Records for processing section start
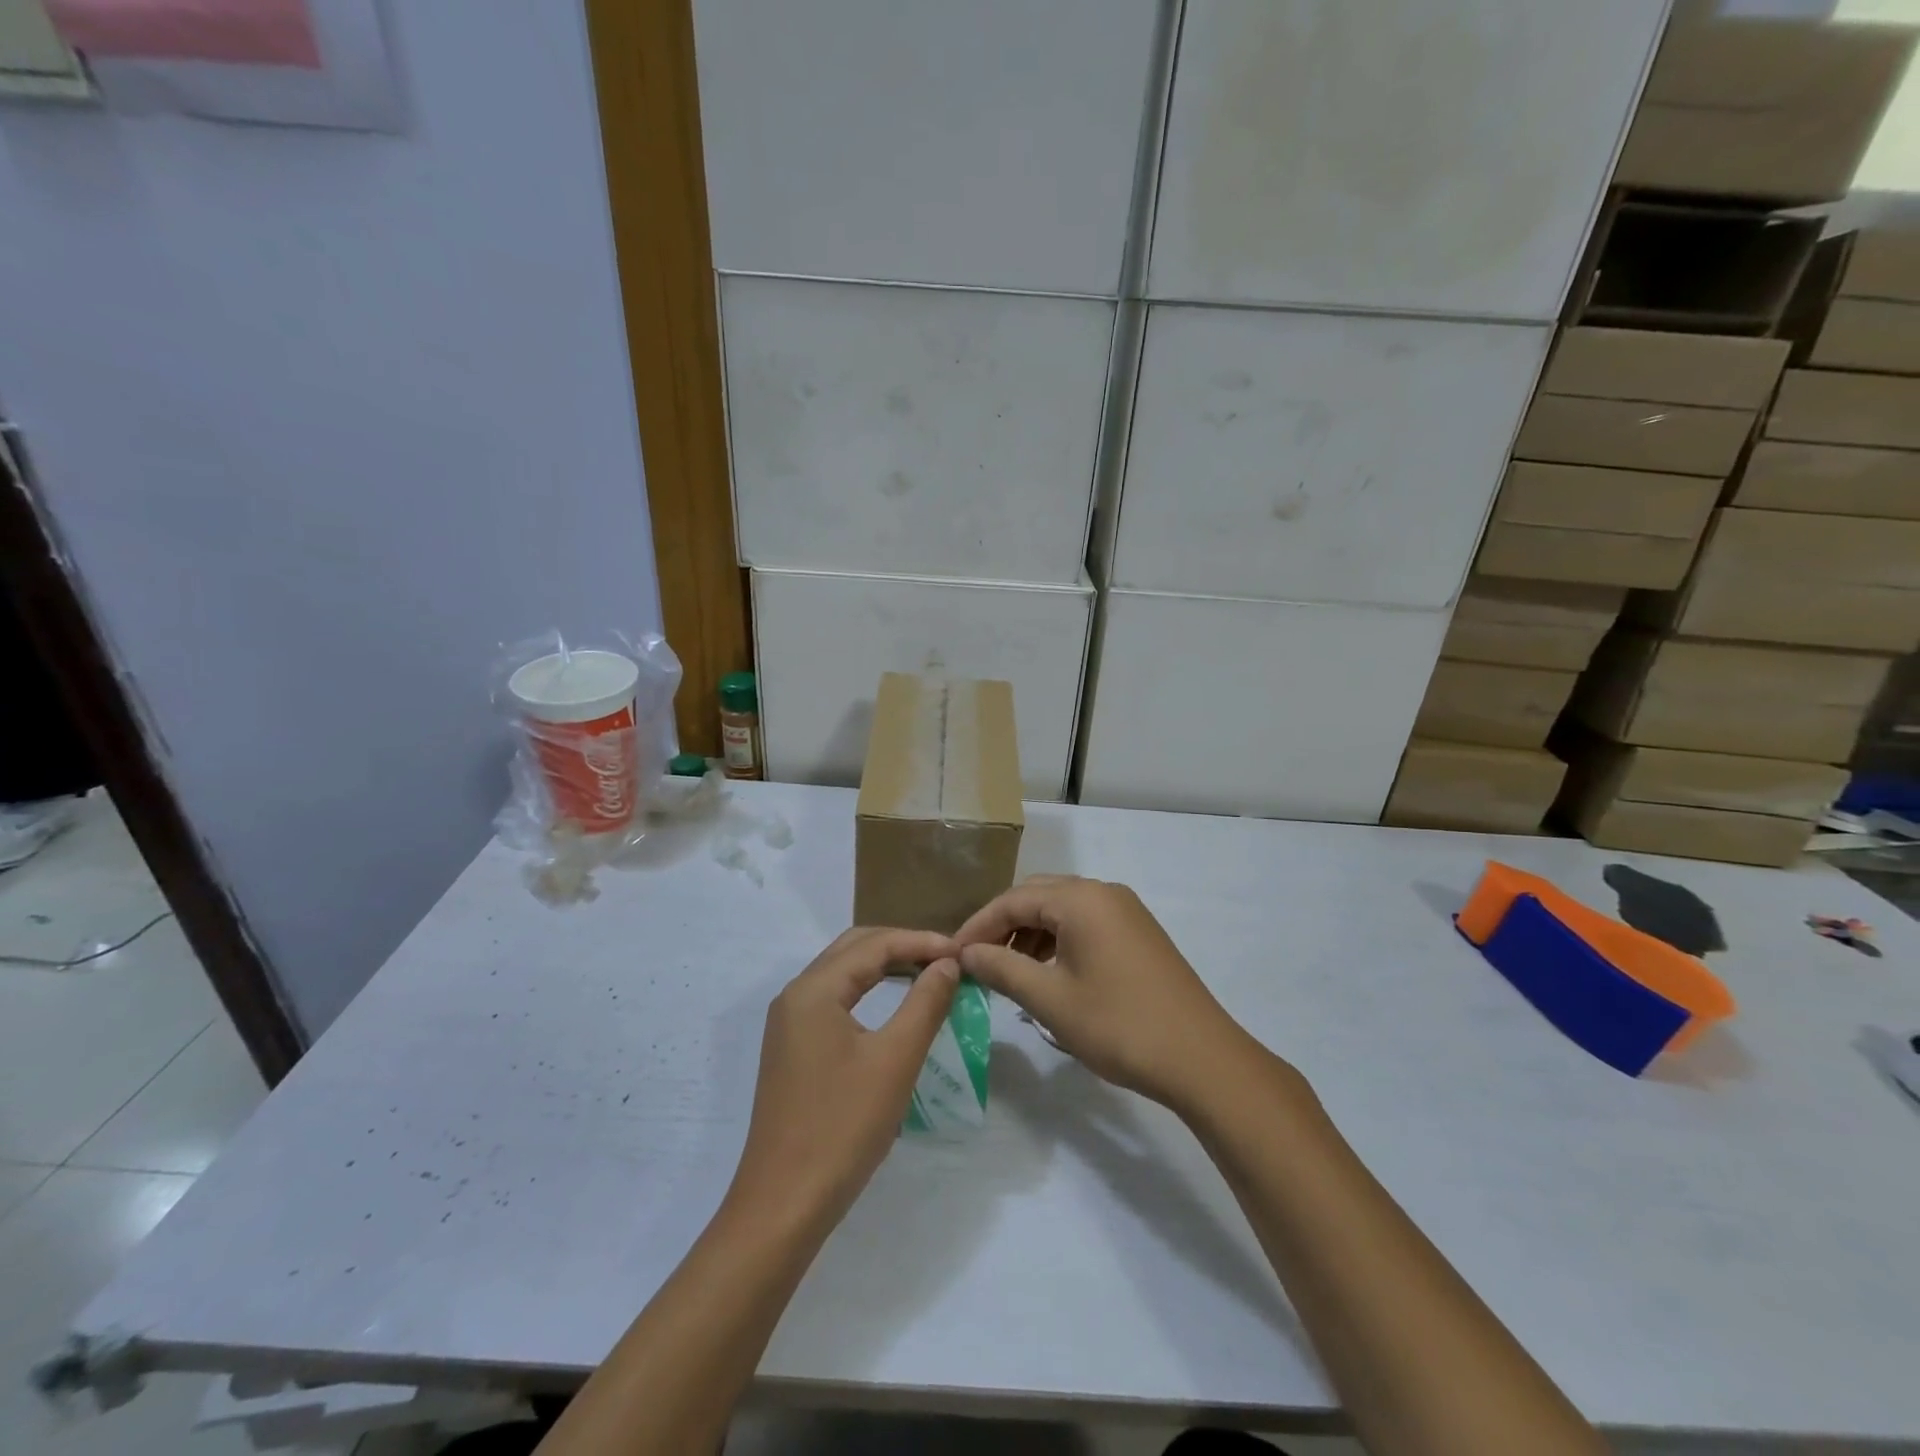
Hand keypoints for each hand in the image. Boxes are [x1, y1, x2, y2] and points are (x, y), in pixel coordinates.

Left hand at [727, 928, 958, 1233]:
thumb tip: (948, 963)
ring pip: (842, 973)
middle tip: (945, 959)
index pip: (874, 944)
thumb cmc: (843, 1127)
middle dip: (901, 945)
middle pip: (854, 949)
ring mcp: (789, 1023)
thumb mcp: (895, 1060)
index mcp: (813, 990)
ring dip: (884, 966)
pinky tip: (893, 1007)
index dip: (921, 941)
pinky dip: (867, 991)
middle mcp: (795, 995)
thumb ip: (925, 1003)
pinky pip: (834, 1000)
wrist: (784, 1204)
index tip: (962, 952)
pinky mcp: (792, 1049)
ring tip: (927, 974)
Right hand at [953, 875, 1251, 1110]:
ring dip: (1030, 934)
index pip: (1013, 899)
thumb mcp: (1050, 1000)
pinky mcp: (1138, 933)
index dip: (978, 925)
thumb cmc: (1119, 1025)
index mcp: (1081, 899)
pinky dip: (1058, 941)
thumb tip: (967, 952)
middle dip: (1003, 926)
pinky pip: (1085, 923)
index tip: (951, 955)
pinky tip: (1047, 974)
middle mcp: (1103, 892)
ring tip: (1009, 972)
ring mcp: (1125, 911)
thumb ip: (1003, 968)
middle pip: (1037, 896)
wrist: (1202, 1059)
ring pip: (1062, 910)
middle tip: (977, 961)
Records for processing section end
Records for processing section start
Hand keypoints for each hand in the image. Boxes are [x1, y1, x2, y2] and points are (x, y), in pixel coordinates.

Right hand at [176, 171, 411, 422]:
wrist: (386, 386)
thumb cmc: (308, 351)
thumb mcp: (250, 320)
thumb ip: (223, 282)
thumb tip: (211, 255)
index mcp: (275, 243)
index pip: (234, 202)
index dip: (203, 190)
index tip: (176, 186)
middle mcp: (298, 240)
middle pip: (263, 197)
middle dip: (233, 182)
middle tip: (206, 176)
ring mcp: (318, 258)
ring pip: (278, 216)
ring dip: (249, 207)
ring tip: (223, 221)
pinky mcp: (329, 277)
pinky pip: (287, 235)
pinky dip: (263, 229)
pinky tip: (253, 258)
Records for processing section end
Records for processing section start
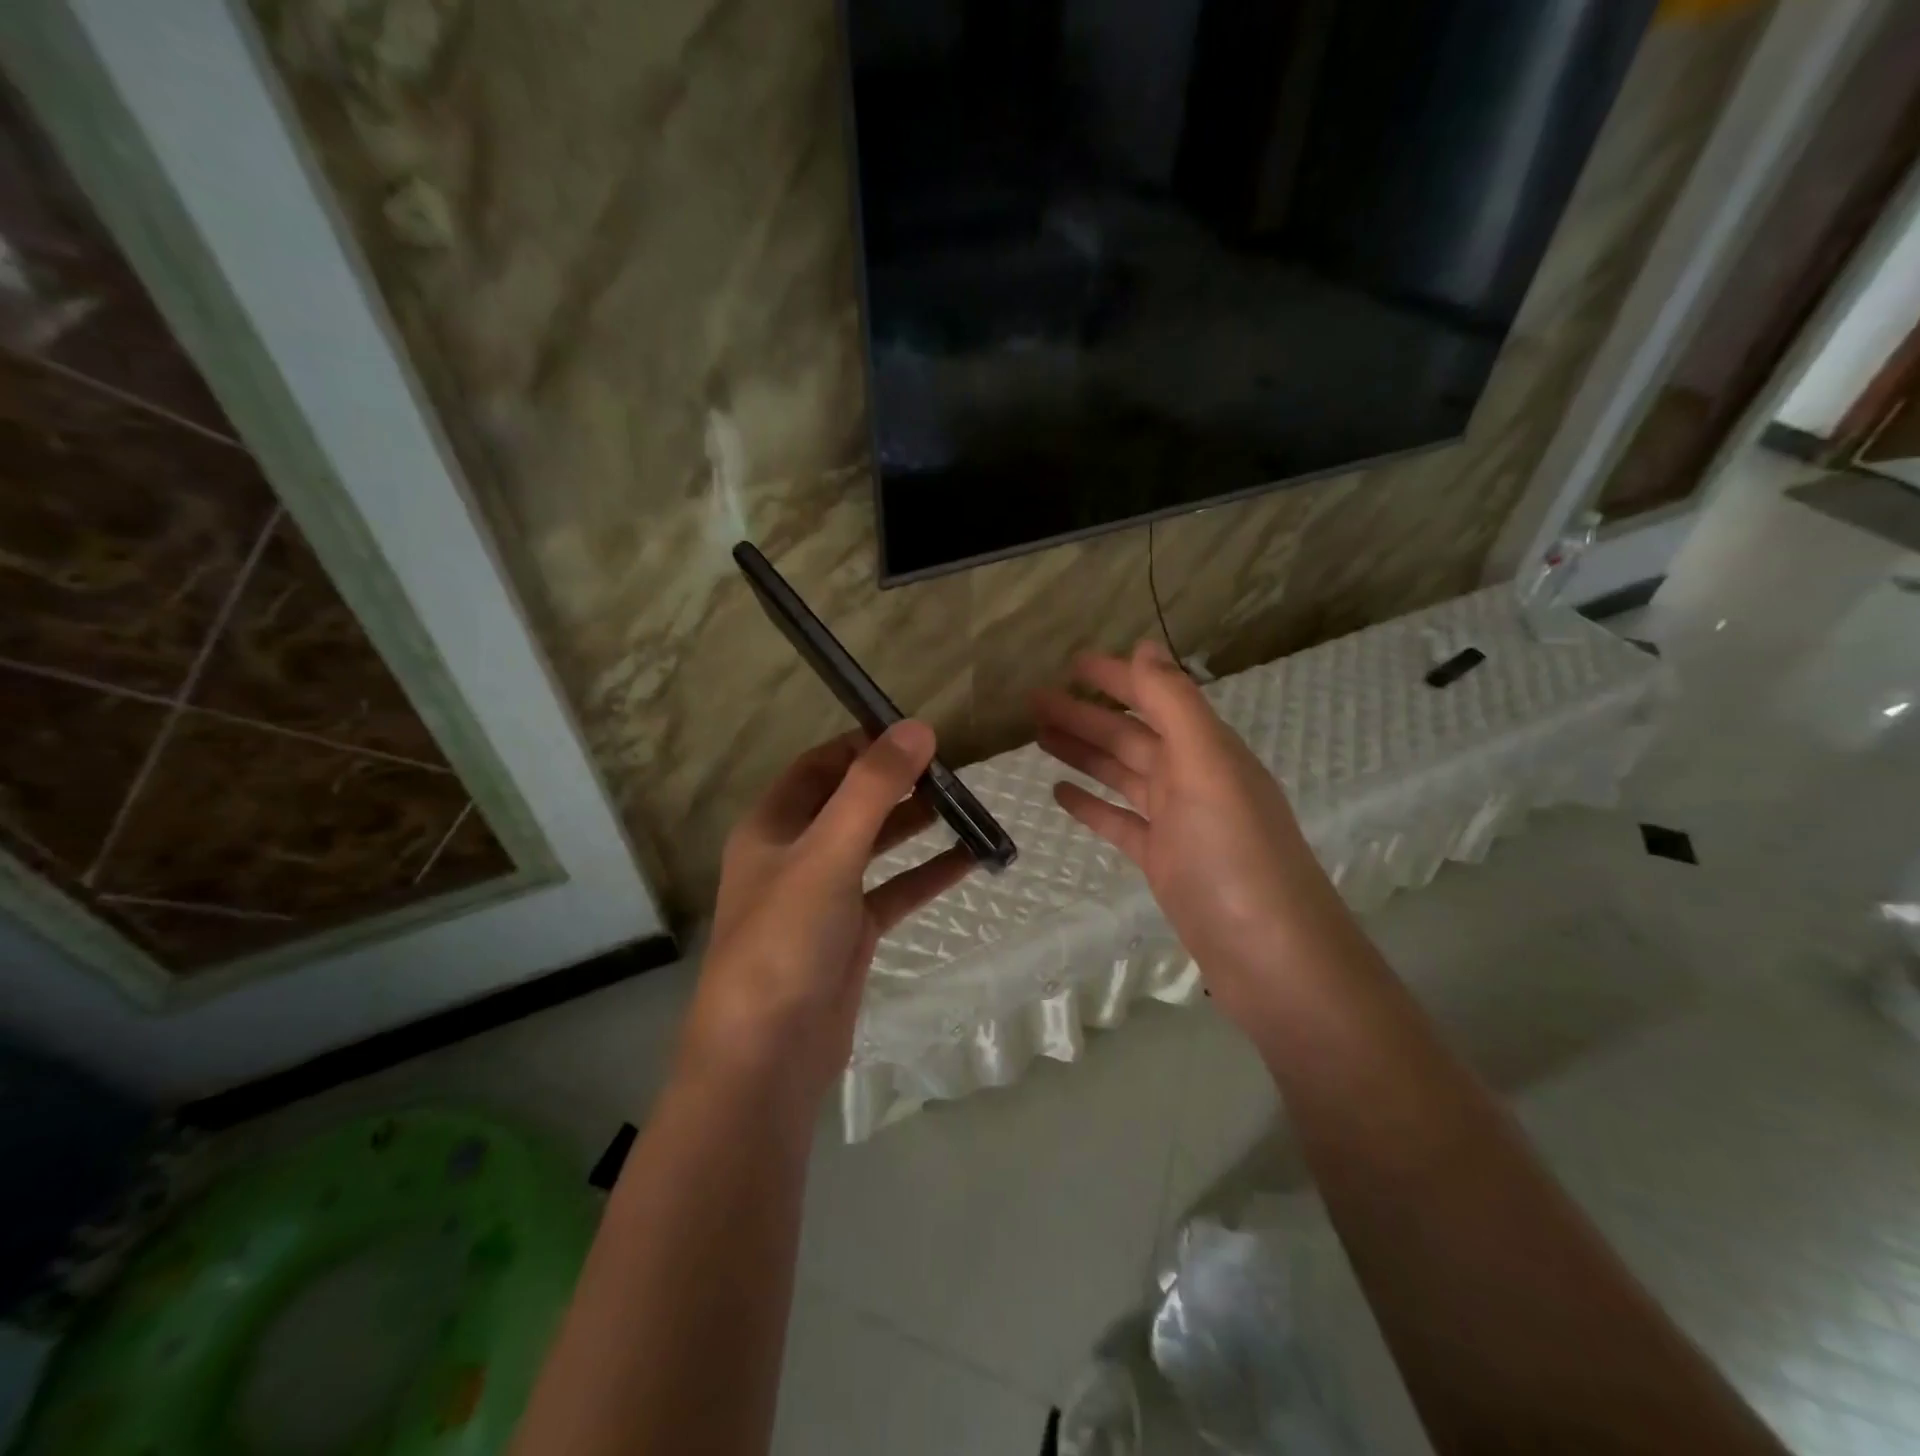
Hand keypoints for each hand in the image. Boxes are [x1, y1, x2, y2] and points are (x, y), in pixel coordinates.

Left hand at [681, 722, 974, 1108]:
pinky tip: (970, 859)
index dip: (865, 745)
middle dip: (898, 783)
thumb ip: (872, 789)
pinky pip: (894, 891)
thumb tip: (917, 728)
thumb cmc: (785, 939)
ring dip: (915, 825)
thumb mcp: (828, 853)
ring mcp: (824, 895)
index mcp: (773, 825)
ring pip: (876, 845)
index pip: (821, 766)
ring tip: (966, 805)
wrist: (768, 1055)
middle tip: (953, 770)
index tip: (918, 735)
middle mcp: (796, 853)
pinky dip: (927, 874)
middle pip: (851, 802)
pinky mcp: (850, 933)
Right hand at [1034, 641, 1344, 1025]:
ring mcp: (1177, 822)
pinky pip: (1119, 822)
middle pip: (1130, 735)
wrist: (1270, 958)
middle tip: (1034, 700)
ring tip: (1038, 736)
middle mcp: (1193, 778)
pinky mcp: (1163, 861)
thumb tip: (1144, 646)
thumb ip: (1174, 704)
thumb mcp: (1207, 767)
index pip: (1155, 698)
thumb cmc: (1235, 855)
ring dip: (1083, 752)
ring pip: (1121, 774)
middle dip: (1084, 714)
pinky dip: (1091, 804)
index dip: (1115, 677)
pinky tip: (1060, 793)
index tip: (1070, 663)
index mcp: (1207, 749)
Records for processing section end
### Exercise directions
The line above containing "pinky mcp: (792, 1049)", the line containing "pinky dip: (1058, 941)", and every line between them are to be transcribed exactly; no other line is wanted.

### Written response
pinky mcp: (792, 1049)
ring tip: (927, 974)
Right hand at [953, 875, 1251, 1110]:
ring dip: (1030, 934)
index pip: (1013, 899)
thumb mcp: (1050, 1000)
pinky mcp: (1138, 933)
index dip: (978, 925)
thumb cmc: (1119, 1025)
index mcp: (1081, 899)
pinky dip: (1058, 941)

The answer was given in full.